The lines to be copied are those below that contain "Country".

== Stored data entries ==
......

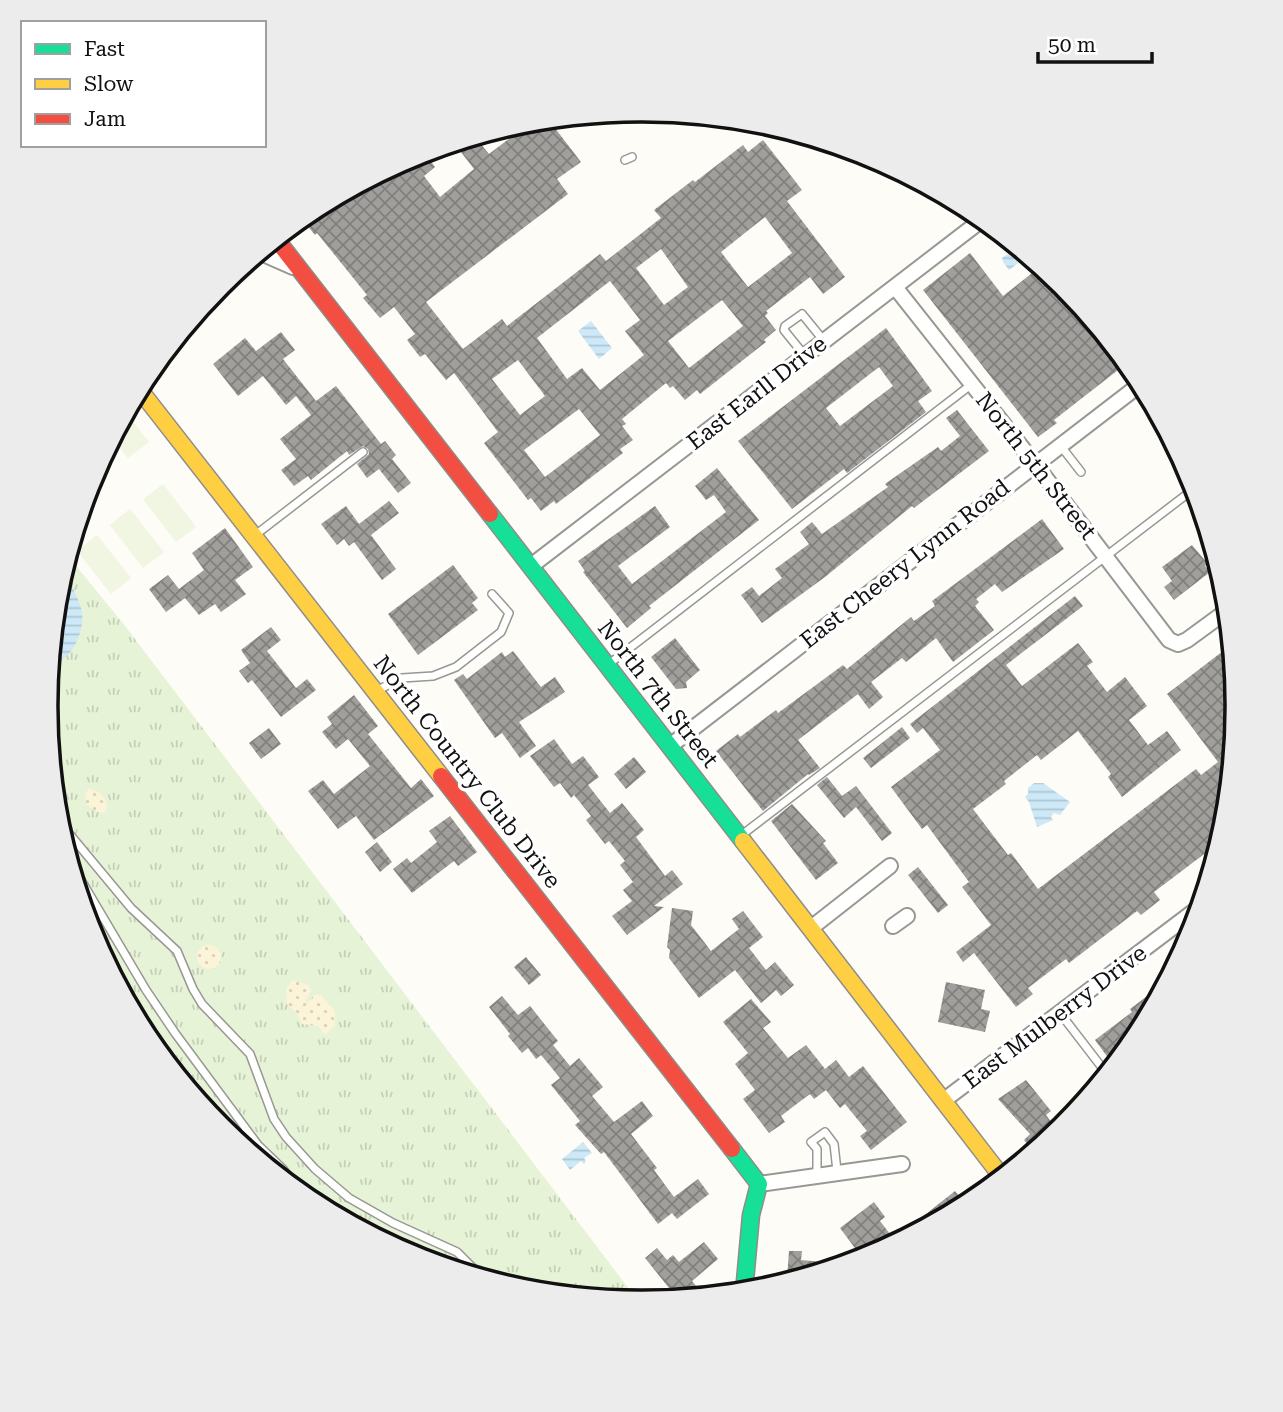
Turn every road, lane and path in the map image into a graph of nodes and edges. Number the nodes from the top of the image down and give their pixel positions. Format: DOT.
graph roads {
  1 [pos="973,226"];
  2 [pos="282,246"];
  3 [pos="270,257"];
  4 [pos="300,270"];
  5 [pos="895,287"];
  6 [pos="824,341"];
  7 [pos="805,356"];
  8 [pos="972,384"];
  9 [pos="1132,390"];
  10 [pos="146,397"];
  11 [pos="1060,445"];
  12 [pos="363,452"];
  13 [pos="1035,464"];
  14 [pos="1081,472"];
  15 [pos="1186,495"];
  16 [pos="254,537"];
  17 [pos="1106,557"];
  18 [pos="531,566"];
  19 [pos="492,594"];
  20 [pos="1218,617"];
  21 [pos="608,666"];
  22 [pos="375,692"];
  23 [pos="670,746"];
  24 [pos="739,837"];
  25 [pos="74,839"];
  26 [pos="890,866"];
  27 [pos="89,893"];
  28 [pos="907,916"];
  29 [pos="1185,917"];
  30 [pos="892,926"];
  31 [pos="811,928"];
  32 [pos="1060,1013"];
  33 [pos="1101,1066"];
  34 [pos="943,1101"];
  35 [pos="264,1151"];
  36 [pos="902,1164"];
  37 [pos="996,1170"];
  38 [pos="837,1171"];
  39 [pos="817,1174"];
  40 [pos="760,1184"];
  41 [pos="468,1263"];
  42 [pos="745,1281"];
  1 -- 5 [label="street, East Earll Drive"];
  2 -- 4 [label="main road, North 7th Street"];
  3 -- 4 [label="street"];
  4 -- 18 [label="main road, North 7th Street"];
  5 -- 6 [label="street, East Earll Drive"];
  5 -- 8 [label="street, North 5th Street"];
  6 -- 7 [label="street, East Earll Drive"];
  6 -- 7 [label="lane"];
  7 -- 18 [label="street, East Earll Drive"];
  8 -- 13 [label="street, North 5th Street"];
  8 -- 21 [label="lane"];
  9 -- 11 [label="street, East Cheery Lynn Road"];
  10 -- 16 [label="main road, North Country Club Drive"];
  11 -- 13 [label="street, East Cheery Lynn Road"];
  11 -- 14 [label="lane"];
  12 -- 16 [label="lane"];
  13 -- 17 [label="street, North 5th Street"];
  13 -- 23 [label="street, East Cheery Lynn Road"];
  15 -- 17 [label="lane"];
  16 -- 22 [label="main road, North Country Club Drive"];
  17 -- 20 [label="street, North 5th Street"];
  17 -- 24 [label="lane"];
  18 -- 21 [label="main road, North 7th Street"];
  19 -- 22 [label="lane"];
  21 -- 23 [label="main road, North 7th Street"];
  22 -- 40 [label="main road, North Country Club Drive"];
  23 -- 24 [label="main road, North 7th Street"];
  24 -- 31 [label="main road, North 7th Street"];
  25 -- 41 [label="lane"];
  26 -- 31 [label="street"];
  27 -- 35 [label="lane"];
  28 -- 30 [label="street"];
  29 -- 32 [label="street, East Mulberry Drive"];
  31 -- 34 [label="main road, North 7th Street"];
  32 -- 33 [label="lane"];
  32 -- 34 [label="street, East Mulberry Drive"];
  34 -- 37 [label="main road, North 7th Street"];
  36 -- 38 [label="street"];
  38 -- 39 [label="street"];
  38 -- 39 [label="lane"];
  39 -- 40 [label="street"];
  40 -- 42 [label="main road"];
}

......

== Expected answer ==
  10 -- 16 [label="main road, North Country Club Drive"];
  16 -- 22 [label="main road, North Country Club Drive"];
  22 -- 40 [label="main road, North Country Club Drive"];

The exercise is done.